There is another technology available today from LynuxWorks called LynxSecure which allows embedded developers to build security into their systems, regardless of which operating system is used. Originally designed and developed to meet the exacting security needs of the DoD, a separation kernel is a technology that provides isolation of devices and memory on a microprocessor based system. It is particularly well suited to embedded devices as it is typically a very small and efficient kernel implementation offering real time properties as well as isolation.

In DoD systems, the separation kernel is used to help provide domain isolation for applications running at different security levels on a single hardware system, and protected domains from seeing each other’s data, network and applications.

Adding virtualization to an embedded system is now particularly interesting as more embedded processors contain two or more cores, and using virtualization is a good way of segmenting a multi-core system in an efficient way, and offer consolidation of multiple physical systems onto a single multi-core system.

A flexible separation kernel/hypervisor solution will allow the embedded developer to look at the requirements of each guest OS, and allocate the appropriate number of processors. This could involve sharing processors across multiple OSes, dedicating a single core to a single OS, and allowing OSes that support symmetric multi-processing to access multiple cores.

As embedded systems use more traditional computer OSes and then link to the open internet, then they are every bit as vulnerable to stealthy cyber threats as our normal computers.

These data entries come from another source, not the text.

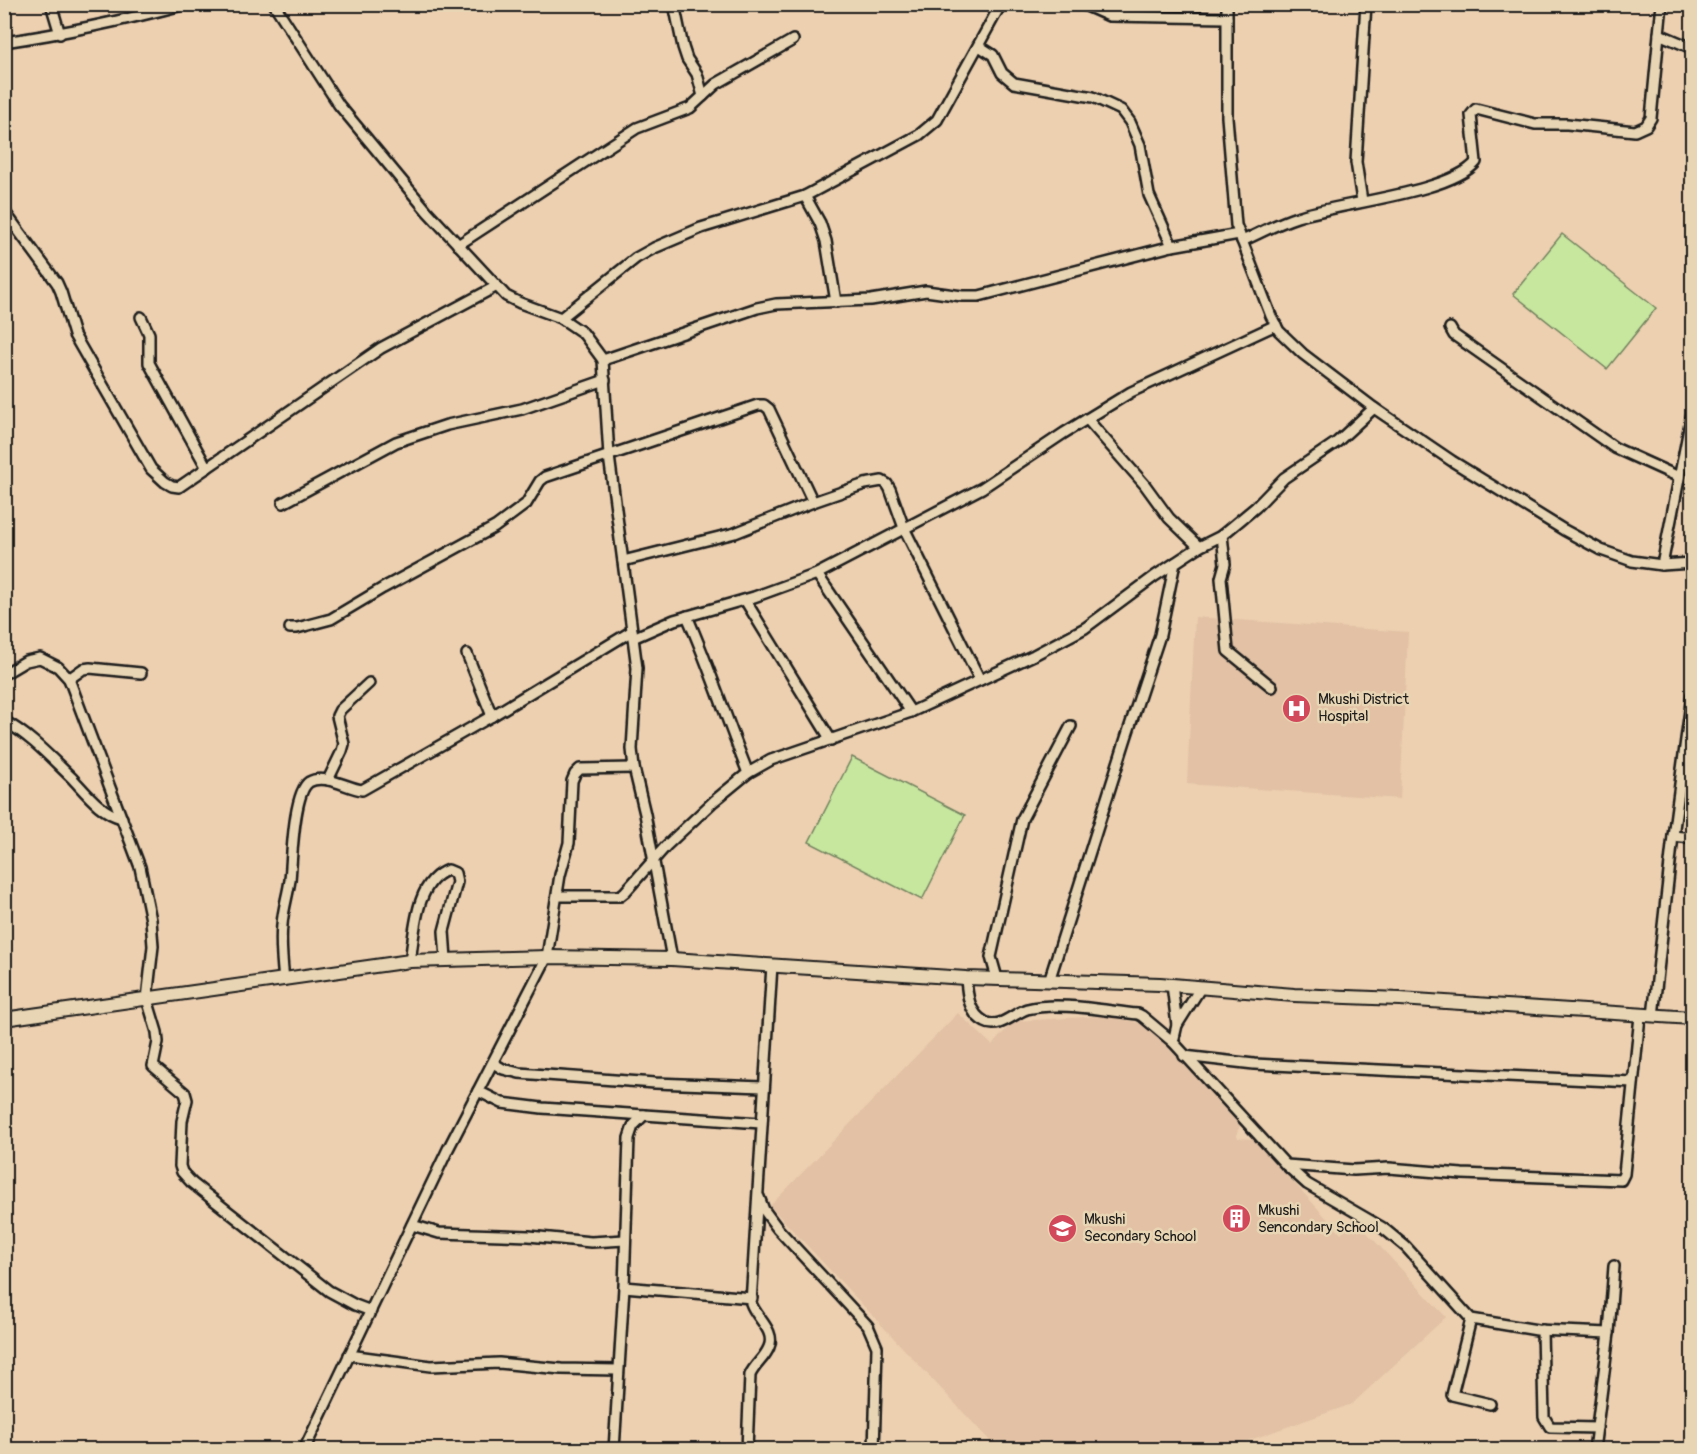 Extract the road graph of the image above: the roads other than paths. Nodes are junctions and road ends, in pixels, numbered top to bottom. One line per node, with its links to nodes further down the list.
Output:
1 (51, 4): 11 (street)
2 (186, 4): 11 (street)
3 (674, 4): 17 (street)
4 (1001, 4): 15 (street)
5 (1082, 4): 10 (street)
6 (1227, 4): 10 (street)
7 (1366, 4): 19 (street)
8 (1662, 4): 12 (street)
9 (277, 5): 22 (street)
10 (1227, 18): 21 (street)
11 (60, 34): 14 (street)
12 (1659, 34): 16 (street); 19 (street)
13 (793, 40): 17 (street)
14 (4, 42)
15 (979, 46): 18 (street); 23 (street)
16 (1692, 48)
17 (703, 96): 22 (street)
18 (805, 196): 25 (street); 27 (street)
19 (1362, 201): 21 (street)
20 (4, 211): 36 (street)
21 (1240, 237): 23 (street); 28 (street)
22 (458, 245): 24 (street)
23 (1172, 246): 25 (street)
24 (497, 286): 27 (street); 36 (street)
25 (836, 302): 30 (street)
26 (141, 317): 36 (street)
27 (561, 318): 30 (street)
28 (1276, 325): 32 (street); 34 (street)
29 (1450, 328): 37 (street)
30 (603, 360): 31 (street)
31 (605, 380): 35 (street); 39 (street)
32 (1374, 408): 41 (street); 46 (street)
33 (1692, 413): 37 (street)
34 (1087, 419): 40 (street); 42 (street)
35 (609, 456): 38 (street); 43 (street); 50 (street)
36 (207, 468)
37 (1679, 477): 46 (street)
38 (813, 502): 40 (street); 43 (street)
39 (283, 503)
40 (904, 528): 47 (street); 56 (street)
41 (1222, 536): 42 (street); 58 (street)
42 (1199, 548): 44 (street)
43 (623, 561): 51 (street)
44 (1175, 563): 56 (street); 81 (street)
45 (1692, 563): 46 (street)
46 (1662, 565)
47 (817, 574): 48 (street); 60 (street)
48 (745, 600): 49 (street); 64 (street)
49 (687, 616): 51 (street); 66 (street)
50 (290, 628)
51 (633, 634): 61 (street); 65 (street)
52 (467, 654): 61 (street)
53 (141, 673): 55 (street)
54 (4, 674): 55 (street)
55 (69, 680): 68 (street)
56 (980, 681): 60 (street)
57 (369, 682): 67 (street)
58 (1272, 687)
59 (1692, 695): 69 (street)
60 (911, 712): 64 (street)
61 (492, 716): 67 (street)
62 (4, 721): 68 (street)
63 (1071, 726): 79 (street)
64 (831, 740): 66 (street)
65 (634, 768): 71 (street); 72 (street)
66 (748, 773): 71 (street)
67 (328, 780): 80 (street)
68 (122, 818): 84 (street)
69 (1673, 836): 70 (street); 86 (street)
70 (1692, 838)
71 (654, 861): 72 (street); 75 (street)
72 (558, 896): 73 (street)
73 (547, 957): 74 (street); 75 (street); 92 (street)
74 (446, 959): 76 (street); 76 (street)
75 (672, 959): 77 (street)
76 (410, 961): 80 (street)
77 (772, 965): 78 (street); 94 (street)
78 (966, 978): 79 (street); 90 (street)
79 (997, 978): 81 (street)
80 (284, 980): 84 (street)
81 (1048, 981): 82 (street)
82 (1172, 985): 83 (street); 89 (street)
83 (1201, 987): 85 (street); 89 (street)
84 (147, 999): 88 (street); 105 (street)
85 (1640, 1016): 86 (street); 93 (street)
86 (1653, 1016): 87 (street)
87 (1692, 1018)
88 (4, 1019)
89 (1177, 1025): 90 (street)
90 (1173, 1042): 91 (street)
91 (1184, 1056): 93 (street); 98 (street)
92 (493, 1063): 94 (street); 95 (street)
93 (1633, 1082): 98 (street)
94 (763, 1087): 97 (street)
95 (478, 1091): 96 (street); 100 (street)
96 (644, 1115): 97 (street); 101 (street)
97 (761, 1123): 99 (street)
98 (1286, 1165): 106 (street)
99 (758, 1194): 104 (street); 116 (street)
100 (412, 1225): 101 (street); 105 (street)
101 (625, 1240): 103 (street)
102 (1614, 1266): 108 (street)
103 (624, 1287): 104 (street); 110 (street)
104 (752, 1298): 115 (street)
105 (371, 1311): 109 (street)
106 (1471, 1319): 107 (street); 111 (street)
107 (1542, 1330): 108 (street); 112 (street)
108 (1609, 1333): 112 (street)
109 (349, 1355): 110 (street); 113 (street)
110 (618, 1370): 114 (street)
111 (1490, 1404)
112 (1597, 1428): 117 (street)
113 (304, 1449)
114 (614, 1449)
115 (747, 1449)
116 (873, 1449)
117 (1594, 1449)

However, unlike our normal computers, these embedded devices could be controlling our critical infrastructure and when infected, could pose a dramatic security breach affecting even nation states.

The latest super stealth cyber weapons include rootkits and bootkits that infect the system below the OS, residing on hard disks, in devices or in memory and wait for instructions from a command and control center communicating over the internet before actually starting the attack. Traditional network and endpoint protections are quite poor at detecting them, and general purpose operating systems are very susceptible to them, hence our new connected embedded systems are vulnerable to them.

The LynxSecure separation kernel/hypervisor from LynuxWorks is now armed with a rootkit detection feature that has been designed to detect and alert when the rootkit has entered the system and is looking for a place to hide itself.

In conclusion, the propagation of connected embedded systems, as predicted as part of the “internet of things” is opening up a potential security hole for cyber criminals and cyber terrorists to take advantage of. Embedded developers now have new military-grade tools available to design security into their devices at the RTOS level as well as by using a secure separation kernel/hypervisor. For smart devices, these threats can be mitigated and detected long before the attack has really started.

John Blevins is the director of product marketing at LynuxWorks.